A while back on social media it was a thing for people to post about their relationship status saying “It’s complicated.” Frankly, I never really understood that, but then I never really understood the curating one’s life on social media, so I am likely a poor guide for that.

A complex relationship on the other hand, is something totally normal and human and healthy. By complex, I mean a relationship that has multiple aspects, components, connections. This is really how we interact with each other and the world around us. This is also how we relate to ourselves, our thoughts, feelings, perceptions.

Ok, by way of disclaimer, I am not a psychology master, I don’t even play one on TV. But let’s consider the above the model of understanding for this conversation, acknowledge that all models are flawed but some are useful, and apply it to our relationship with fear.

When communities seek to address security challenges, whether they are work communities or neighbourhoods, they are seeking to address two symptoms: the risk of harm from a threat, and the impact of fear on the community. Fear can prevent people from taking a risk that would otherwise benefit them or others. Fear increases stress which is generally considered to lower our analytical capabilities, exhaust our energy, and prevents us from thriving.* Think on a time when you felt fear, this is likely not a time when you were up for making significant life choices, or writing your symphony, or learning a new skill. More likely you were processing fight, flight, freeze, and looking for a way out of the situation.

But fear shows up in many scenarios, you could be afraid to talk to the person you are attracted to, afraid that traffic will be slow, afraid your favourite team will lose the game, afraid that attack hamsters will swarm out of the bush ahead of you. We process fear in response to many situations, which is part of the complexity of our relationship with it. Consider this, could you really feel joy about your team winning if there was no risk they could lose?

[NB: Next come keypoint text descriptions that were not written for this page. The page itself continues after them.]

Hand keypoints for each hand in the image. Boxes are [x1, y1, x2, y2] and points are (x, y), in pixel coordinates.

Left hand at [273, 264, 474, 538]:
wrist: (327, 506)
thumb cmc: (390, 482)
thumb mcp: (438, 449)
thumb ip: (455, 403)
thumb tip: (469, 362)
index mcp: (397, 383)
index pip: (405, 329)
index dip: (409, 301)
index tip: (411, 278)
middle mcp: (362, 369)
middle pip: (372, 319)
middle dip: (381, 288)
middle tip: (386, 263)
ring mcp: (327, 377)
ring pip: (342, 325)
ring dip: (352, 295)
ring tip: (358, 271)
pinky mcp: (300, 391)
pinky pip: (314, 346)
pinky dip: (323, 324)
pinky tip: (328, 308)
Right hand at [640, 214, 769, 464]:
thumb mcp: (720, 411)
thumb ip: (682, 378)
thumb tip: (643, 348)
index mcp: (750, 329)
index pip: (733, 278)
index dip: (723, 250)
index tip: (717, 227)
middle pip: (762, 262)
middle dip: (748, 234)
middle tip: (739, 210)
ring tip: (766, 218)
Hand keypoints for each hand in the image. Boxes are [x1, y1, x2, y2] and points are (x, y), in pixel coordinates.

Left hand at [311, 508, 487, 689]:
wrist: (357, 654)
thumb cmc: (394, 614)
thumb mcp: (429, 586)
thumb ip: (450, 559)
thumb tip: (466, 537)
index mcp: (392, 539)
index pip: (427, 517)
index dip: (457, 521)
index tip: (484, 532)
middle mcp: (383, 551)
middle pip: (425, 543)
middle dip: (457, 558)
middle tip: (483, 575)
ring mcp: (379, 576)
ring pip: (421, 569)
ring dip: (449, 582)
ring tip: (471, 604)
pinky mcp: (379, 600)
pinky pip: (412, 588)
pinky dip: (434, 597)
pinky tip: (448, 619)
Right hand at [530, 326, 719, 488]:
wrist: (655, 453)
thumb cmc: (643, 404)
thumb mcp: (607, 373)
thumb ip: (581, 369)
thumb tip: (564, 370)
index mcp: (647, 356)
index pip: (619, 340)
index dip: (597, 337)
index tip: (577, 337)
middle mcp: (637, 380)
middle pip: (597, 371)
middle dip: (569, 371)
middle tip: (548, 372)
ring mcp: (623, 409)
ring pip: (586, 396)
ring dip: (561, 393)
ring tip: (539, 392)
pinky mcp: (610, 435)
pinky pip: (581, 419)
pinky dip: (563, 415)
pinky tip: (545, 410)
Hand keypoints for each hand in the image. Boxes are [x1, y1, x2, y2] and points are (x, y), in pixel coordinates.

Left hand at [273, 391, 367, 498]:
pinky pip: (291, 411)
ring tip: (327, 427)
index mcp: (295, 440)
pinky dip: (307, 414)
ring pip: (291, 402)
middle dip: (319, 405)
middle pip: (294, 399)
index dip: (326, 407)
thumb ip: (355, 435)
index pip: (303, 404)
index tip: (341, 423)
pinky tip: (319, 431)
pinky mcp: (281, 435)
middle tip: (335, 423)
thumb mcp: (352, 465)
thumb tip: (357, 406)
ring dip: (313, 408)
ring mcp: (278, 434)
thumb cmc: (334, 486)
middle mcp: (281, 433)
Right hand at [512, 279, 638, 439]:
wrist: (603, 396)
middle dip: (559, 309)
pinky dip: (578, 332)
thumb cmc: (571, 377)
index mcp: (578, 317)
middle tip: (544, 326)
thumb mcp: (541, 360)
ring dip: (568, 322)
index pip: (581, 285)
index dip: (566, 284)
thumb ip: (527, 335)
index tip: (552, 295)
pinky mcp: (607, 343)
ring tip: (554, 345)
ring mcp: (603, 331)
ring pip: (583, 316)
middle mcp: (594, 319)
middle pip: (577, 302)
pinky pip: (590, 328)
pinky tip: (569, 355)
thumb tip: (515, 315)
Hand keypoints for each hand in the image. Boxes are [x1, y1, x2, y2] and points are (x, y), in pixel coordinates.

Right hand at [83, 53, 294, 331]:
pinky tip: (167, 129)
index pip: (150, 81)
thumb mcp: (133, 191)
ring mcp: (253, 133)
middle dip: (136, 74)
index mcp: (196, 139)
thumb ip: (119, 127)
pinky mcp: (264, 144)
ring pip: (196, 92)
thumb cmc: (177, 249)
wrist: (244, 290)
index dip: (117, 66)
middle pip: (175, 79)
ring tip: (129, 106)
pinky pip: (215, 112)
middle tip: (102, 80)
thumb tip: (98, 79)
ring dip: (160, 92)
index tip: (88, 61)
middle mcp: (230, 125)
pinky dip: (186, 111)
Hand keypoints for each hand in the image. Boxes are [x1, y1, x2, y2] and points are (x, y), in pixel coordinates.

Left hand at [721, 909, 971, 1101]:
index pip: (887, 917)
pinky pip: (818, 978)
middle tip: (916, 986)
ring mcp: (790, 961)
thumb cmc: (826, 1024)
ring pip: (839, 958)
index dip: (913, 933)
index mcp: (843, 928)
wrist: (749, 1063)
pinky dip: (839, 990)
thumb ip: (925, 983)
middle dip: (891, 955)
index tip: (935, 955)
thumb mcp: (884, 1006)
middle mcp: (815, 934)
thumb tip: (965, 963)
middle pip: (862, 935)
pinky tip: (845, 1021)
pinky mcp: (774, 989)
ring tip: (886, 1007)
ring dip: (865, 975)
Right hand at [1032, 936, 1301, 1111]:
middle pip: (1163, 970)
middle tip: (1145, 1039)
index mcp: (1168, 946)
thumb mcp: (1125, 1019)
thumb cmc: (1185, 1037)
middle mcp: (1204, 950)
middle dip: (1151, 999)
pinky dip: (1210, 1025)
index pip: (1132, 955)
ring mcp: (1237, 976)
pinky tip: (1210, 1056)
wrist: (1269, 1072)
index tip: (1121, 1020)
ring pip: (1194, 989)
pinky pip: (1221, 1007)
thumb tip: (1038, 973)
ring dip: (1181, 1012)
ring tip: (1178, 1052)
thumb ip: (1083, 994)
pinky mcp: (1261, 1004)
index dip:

Another part of the complex relationship is that fear also shows up as a friend and advisor. Fear is that feeling in the back of your mind that says “there is something here that is not safe.” It can prompt us to look around, consider more deeply where we are going or what we are doing, evaluate if there is a threat we have overlooked. All of which help to keep us alive and away from harm. Unfortunately, our friend is sometimes wrong, and triggers just because. With fear, it is useful to think of it as a friend who sometimes makes overly merry with the beer barrel. Acknowledge it is there, evaluate what it is telling you, and assess if it is useful, or if it is inebriated.

What then is the relationship between fear and a healthy security program? Whatever approach you adopt for your community should not seek to eliminate fear. Not only is that not achievable, but it would deprive the community of one of our more valuable tools as a human being. Rather, a healthy security program aims to provide the tools and mechanisms to address fear, to help members to identify what is worthwhile being afraid of (and how to address it) and what we can identify as fear’s drunken advice that holds us back from doing the things we want to do. What does that look like? Again, there is no cookie cutter solution. It starts with conversation: what are the things your community has fear about, and why? Do these things actually happen, what sort of probability do these threats have? Taking the time to have an open conversation, to drag the fears into the light and see what they really represent, is crucial to building a good security approach as part of your healthy community.

*For those of you who are cynical/have an aversion to the word thrive given the pop-sugar pseudo-psychology use of the phrase, I get it. Here think of it as more is the community a healthy ecosystem that supports healthy relationships and the ability to take intelligent risk choices.